NUCLEAR REGULATORY COMMISSION

OFFICE OF NUCLEAR REACTOR REGULATION

WASHINGTON, D.C. 20555 August 26, 1991 NRC INFORMATION NOTICE NO. 86-14, SUPPLEMENT 2: OVERSPEED TRIPS OF AFW, HPCI

AND RCIC TURBINES

Addressees

All holders of operating licenses or construction permits for nuclear power

reactors.

Purpose

This information notice supplement is intended to alert addressees to a recently

identified condition in which turbine-driven pumps may trip on overspeed because

of the sluggish response of the turbine speed governor caused by an accumulation

of dirt and grit in the governor's control oil system. Recent overspeed trips

of turbine-driven pumps have also prompted the staff to issue this supplement

to reemphasize previously identified causes of overspeed trips. It is expected

that recipients will review the information for applicability to their facilities

and consider actions, as appropriate, to avoid similar problems. However, suggestions contained in this information notice supplement do not constitute

NRC requirements; therefore, no specific action or written response is

required.

Background:

On March 10, 1986, the NRC issued Information Notice (IN)86-14, "PWR Auxiliary

Feedwater Pump Turbine Control Problems," to alert addressees to certain

conditions that could cause turbine-driven pumps to trip on overspeed. In

August 1986, the NRC Office for Analysis and Evaluation of Operational Data

(AEOD) issued study AEOD/C602, "Operational Experience Involving Turbine

Overspeed Trips." On December 17, 1986, the NRC issued IN 86-14, Supplement 1,

"Overspeed Trips of AFW, HPCI and RCIC Turbines," which summarized the results

of the AEOD study.

Recent operating experience has shown that overspeed trips of turbine-driven

pumps continue to occur from the same basic causes identified in the AEOD

report. A description of recent operating experience and a newly identified

condition follows.

Description of Circumstances

On November 13, November 29, and December 6, 1990, during three separate

operational tests of the turbine-driven auxiliary feedwater (AFW) pump at

Arkansas Nuclear-One (ANO), Unit 2, the turbine tripped on overspeed during

9108200172

IN 86-14, Supplement 2 August 26, 1991 initial acceleration. After each of the three overspeed trips, the licensee

manually reset and successfully started the turbine several times. After the

third overspeed trip, the licensee determined that fouling of components in the

control oil system had caused the governor's response to be too slow to control

the turbine's initial acceleration. Subsequent turbine starts were successful

because the governor's components had been sufficiently exercised and loosened

to permit faster response.

On June 18, 1990, during fast start surveillance testing at the LaSalle County

Nuclear Station, Unit 1, the reactor core isolation cooling (RCIC) turbine

tripped on overspeed and the licensee declared the system inoperable. The

licensee determined that contaminated oil had fouled the components of the

governor, slowing the governor's response and causing the turbine to trip on

overspeed.

In October 1990, the licensee at the Millstone Nuclear Power Station, Unit 3, declared the turbine-driven AFW pump inoperable when the turbine tripped

repeatedly on overspeed during testing. The licensee noted that, before each

test start, the turbine was rolling because of steam leaking past the steam

admission valves. The licensee determined that the turbine rolling caused oil

to be admitted into the governor's speed setting cylinder which resulted in the

overspeed trips.

Discussion:

ANO-2 has one AFW pump powered by a motor and one powered by a steam turbine.

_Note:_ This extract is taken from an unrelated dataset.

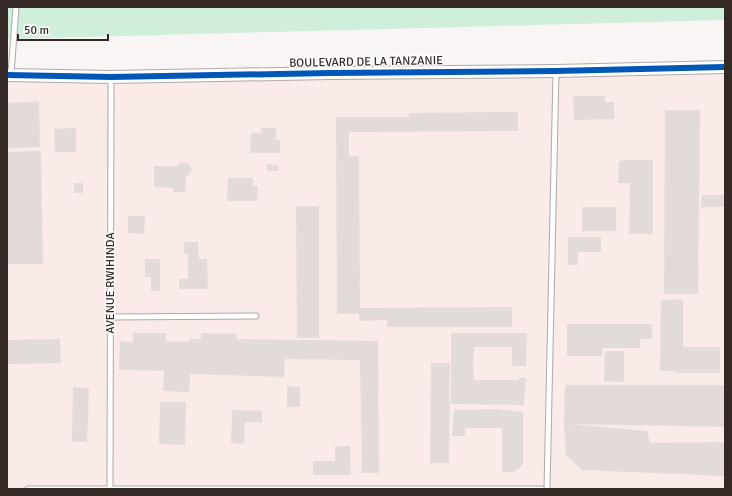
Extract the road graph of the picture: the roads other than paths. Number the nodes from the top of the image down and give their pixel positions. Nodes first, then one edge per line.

Upon initiation of a start signal to the turbine-driven pump, a bypass valve

around the normally closed isolation valve in the steam supply line to the

turbine opens and the turbine accelerates to a minimum idle speed. Following a

preset time delay, the isolation valve opens and the turbine governor valve

positions to allow the turbine to accelerate to rated speed. The governor

valve is positioned by an electronic governor type-R (EG-R) hydraulic actuator

in conjunction with a remote servo valve. The EG-R actuator converts the

electrical speed demand signal to a hydraulic signal which is then sent to the

servo to adjust the governor valve's position. The hydraulic medium for the

governor control system is filtered oil taken from the turbine lube oil system.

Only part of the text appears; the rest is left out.